‘Don’t Believe a Word I Say!’ Chris Doyle’s Inspiring Advice from His Masterclass
Cinematographer Chris Doyle can’t be blamed for not being generous on sharing advice and explaining his working process. In this 2h30 masterclass, Doyle goes through clips from his work and explains how he shot them, why he chose the lighting, the angle, the difficulties and challenges inherent to this particular clip, why he shot so many times in his own apartment etc.
Between each clips, Doyle also explains his own journey and how he sees his art and craft. Nobody asked him any question, he just went on talking and doing his thing, which is actually quite a fabulous way of doing, instead of having to deal with not-so-inspired moderators who want to look good or smart.
Here is the selection of the ten first advice I enjoyed and thought you might too:
- Mostly in films you will see it comes from being together. Together you go somewhere further than you would go alone. It’s not just a job. It’s a collaboration, it’s a sharing, it’s a growing together. So, it is like sex. I didn’t went to film school, so I have a terrible sex life.
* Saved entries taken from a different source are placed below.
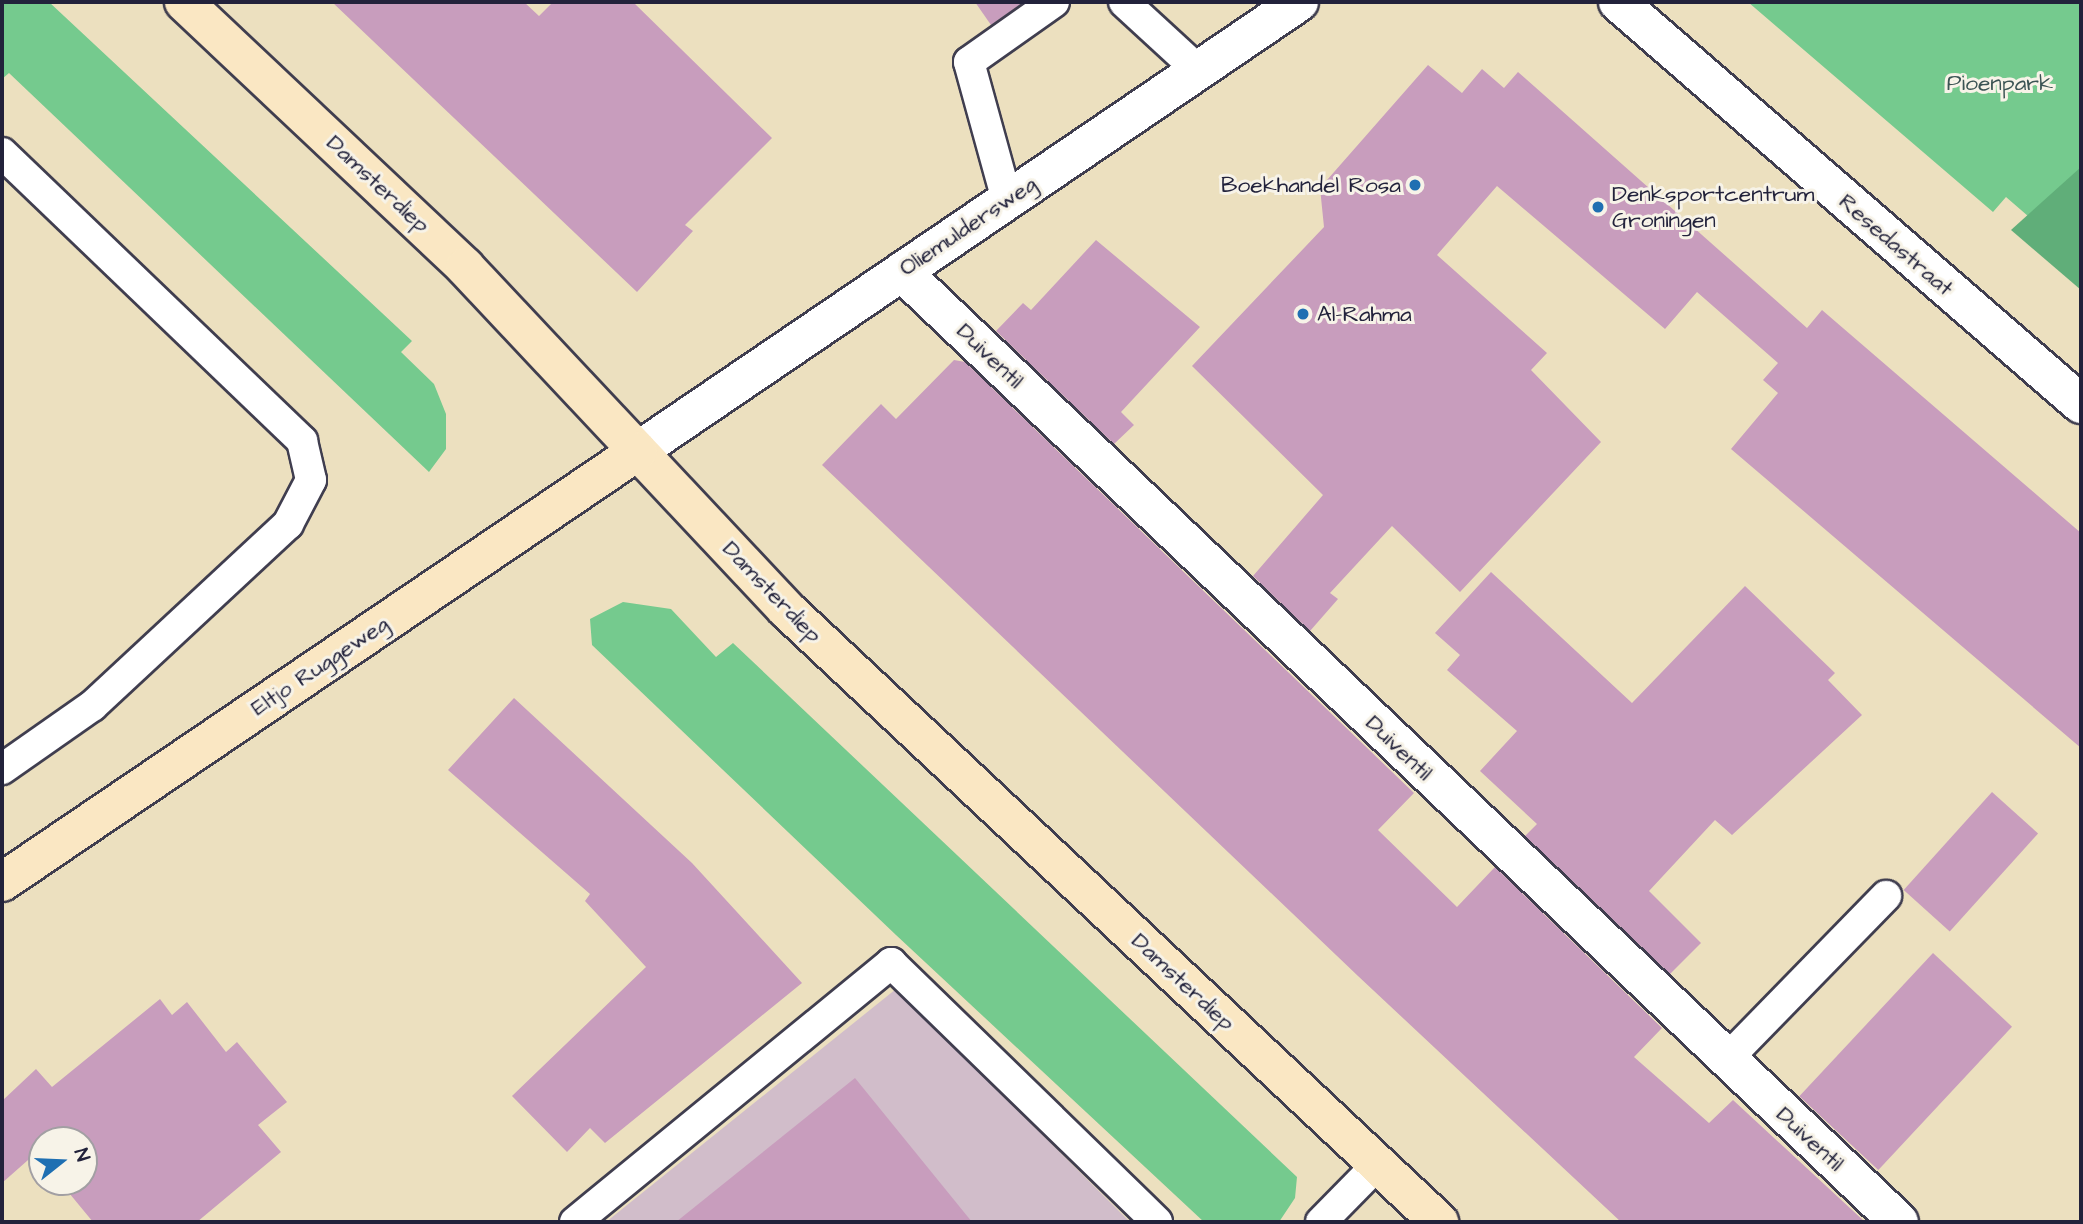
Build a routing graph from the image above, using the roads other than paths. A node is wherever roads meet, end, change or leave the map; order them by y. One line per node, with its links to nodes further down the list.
1 (184, 2): 11 (main road, Damsterdiep)
2 (1054, 2): 8 (lane)
3 (1124, 2): 6 (lane)
4 (1299, 2): 6 (street, Oliemuldersweg)
5 (1618, 2): 10 (street, Resedastraat)
6 (1198, 70): 8 (street, Oliemuldersweg)
7 (2, 153): 12 (lane)
8 (1007, 200): 9 (street, Oliemuldersweg)
9 (902, 272): 11 (street, Oliemuldersweg); 15 (street, Duiventil)
10 (2081, 404)
11 (638, 451): 13 (main road, Eltjo Ruggeweg); 16 (main road, Damsterdiep)
12 (2, 769)
13 (2, 882)
14 (1886, 896): 15 (lane)
15 (1727, 1059): 21 (street, Duiventil)
16 (1377, 1165): 19 (lane); 20 (main road, Damsterdiep)
17 (575, 1222): 18 (lane)
18 (1157, 1222)
19 (1321, 1222)
20 (1439, 1222)
21 (1899, 1222)

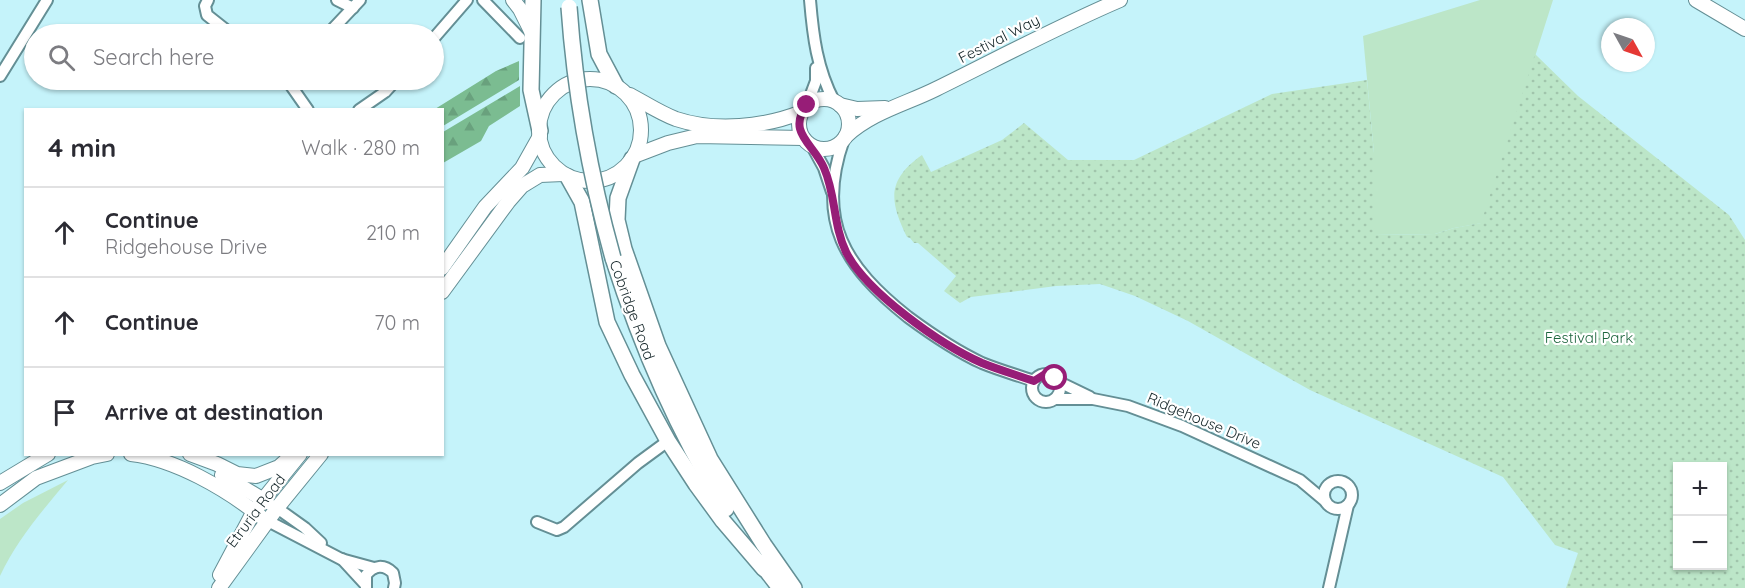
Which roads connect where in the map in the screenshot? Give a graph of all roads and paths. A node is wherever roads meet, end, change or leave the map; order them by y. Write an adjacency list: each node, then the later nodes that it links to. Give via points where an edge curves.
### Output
1 (47, 0): 14 (street)
2 (208, 0): 15 (street, via 207,15)
3 (337, 0): 11 (street)
4 (467, 0): 17 (street)
5 (483, 0): 13 (street)
6 (533, 0): 19 (highway)
7 (590, 0): 23 (highway, via 599,54)
8 (810, 0): 21 (street)
9 (1120, 0): 27 (main road, Festival Way)
10 (1696, 0): 18 (main road)
11 (356, 4): 16 (street)
12 (569, 4): 68 (highway, Cobridge Road, bridge, via 576,88 597,196 613,258 645,351 688,446)
13 (504, 6): 19 (street); 19 (main road, via 520,9)
14 (32, 24)
15 (218, 24)
16 (337, 24)
17 (444, 26)
18 (1745, 29)
19 (526, 35): 31 (highway)
20 (24, 37): 22 (street)
21 (816, 53): 26 (street, via 820,72); 30 (street, via 816,81)
22 (0, 76)
23 (618, 87): 30 (main road, via 676,119 702,124 772,123); 31 (main road, via 590,79 564,86 545,106); 34 (main road, via 634,104 640,120 640,140)
24 (294, 90): 28 (street)
25 (387, 90): 29 (street)
26 (837, 103): 27 (main road, Festival Way, via 857,109); 30 (main road, via 821,99); 32 (main road, via 849,122)
27 (893, 107): 32 (main road, Festival Way)
28 (307, 108)
29 (362, 108)
30 (805, 109): 33 (main road, via 799,121)
31 (540, 134): 35 (main road, via 547,157); 37 (main road, via 522,168 485,207)
32 (845, 137): 33 (main road, via 828,149); 36 (street)
33 (808, 142): 34 (main road, via 697,136); 36 (street, via 824,168)
34 (633, 158): 35 (main road, via 600,181 585,182); 74 (highway, via 618,198 617,220 658,346 710,459)
35 (565, 175): 38 (main road, via 540,176 522,186); 43 (highway, via 582,202 607,322)
36 (833, 198): 39 (street, via 839,234 847,253 884,298 971,358)
37 (444, 265)
38 (445, 284)
39 (1034, 381): 40 (street, via 1045,374); 41 (street, via 1032,389 1037,399)
40 (1059, 382): 41 (street); 42 (street, Ridgehouse Drive)
41 (1055, 399): 42 (street, Ridgehouse Drive)
42 (1093, 399): 53 (street, Ridgehouse Drive, via 1128,406 1182,426)
43 (668, 441): 63 (street, via 564,527 557,530); 68 (highway, via 723,521)
44 (45, 456): 54 (main road)
45 (98, 456): 52 (main road)
46 (140, 456): 59 (main road, via 183,470)
47 (191, 456): 59 (main road)
48 (194, 456): 49 (main road, via 237,474 256,476 279,467)
49 (291, 456)
50 (298, 456): 59 (main road, Etruria Road)
51 (319, 456): 61 (main road, Etruria Road)
52 (36, 478): 56 (main road); 58 (main road)
53 (1300, 480): 55 (street, Ridgehouse Drive); 57 (street, Ridgehouse Drive)
54 (0, 483)
55 (1329, 484): 57 (street, via 1324,492); 60 (street, via 1337,481 1348,485 1352,493)
56 (0, 499)
57 (1329, 504): 60 (street, via 1340,509); 64 (street)
58 (0, 505)
59 (258, 505): 61 (main road); 62 (main road); 70 (main road, Etruria Road)
60 (1348, 505): 64 (street)
61 (277, 508): 62 (main road, Etruria Road); 65 (street)
62 (267, 521): 65 (street); 71 (main road, Etruria Road)
63 (537, 522)
64 (1339, 537): 75 (street)
65 (330, 552): 66 (street)
66 (341, 559): 67 (street); 69 (street)
67 (374, 568): 69 (street, via 366,575); 72 (street, via 389,569 395,578)
68 (764, 569): 73 (highway, Cobridge Road)
69 (366, 586)
70 (214, 588)
71 (219, 588)
72 (394, 588)
73 (780, 588)
74 (794, 588)
75 (1329, 588)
- (My career) happened by accident. Everyday it’s still an accident. Everyday the mistakes teach me more. Every night I can’t sleep because I missed something, and that’s why every morning I try again.
- It’s not the story that makes the film, it’s the people that makes the film.
- The script is a starting point, but the whole process is space, is light, is the working day, the people you’re with, is your energy.
- I think all Art has to have something familiar, that you know, but it speaks in a way that you didn’t know until you read it, or saw it, or experienced it
- The important thing about a great film is that it’s familiar. It is so familiar that it’s universal
- I’ve made ten films within about 10 minutes walk from where I live in Hong Kong. I’ve even made about 10 music videos in my own apartment, and one film.
- Don’t fix it if it’s not broken.
- I think what I’ve learned the most working with Wong Kar Wai is that musical themes are basic to our Art. What I call musical theme is repetition, it’s structure, it’s a development of a theme in another form, and finally it’s jazz.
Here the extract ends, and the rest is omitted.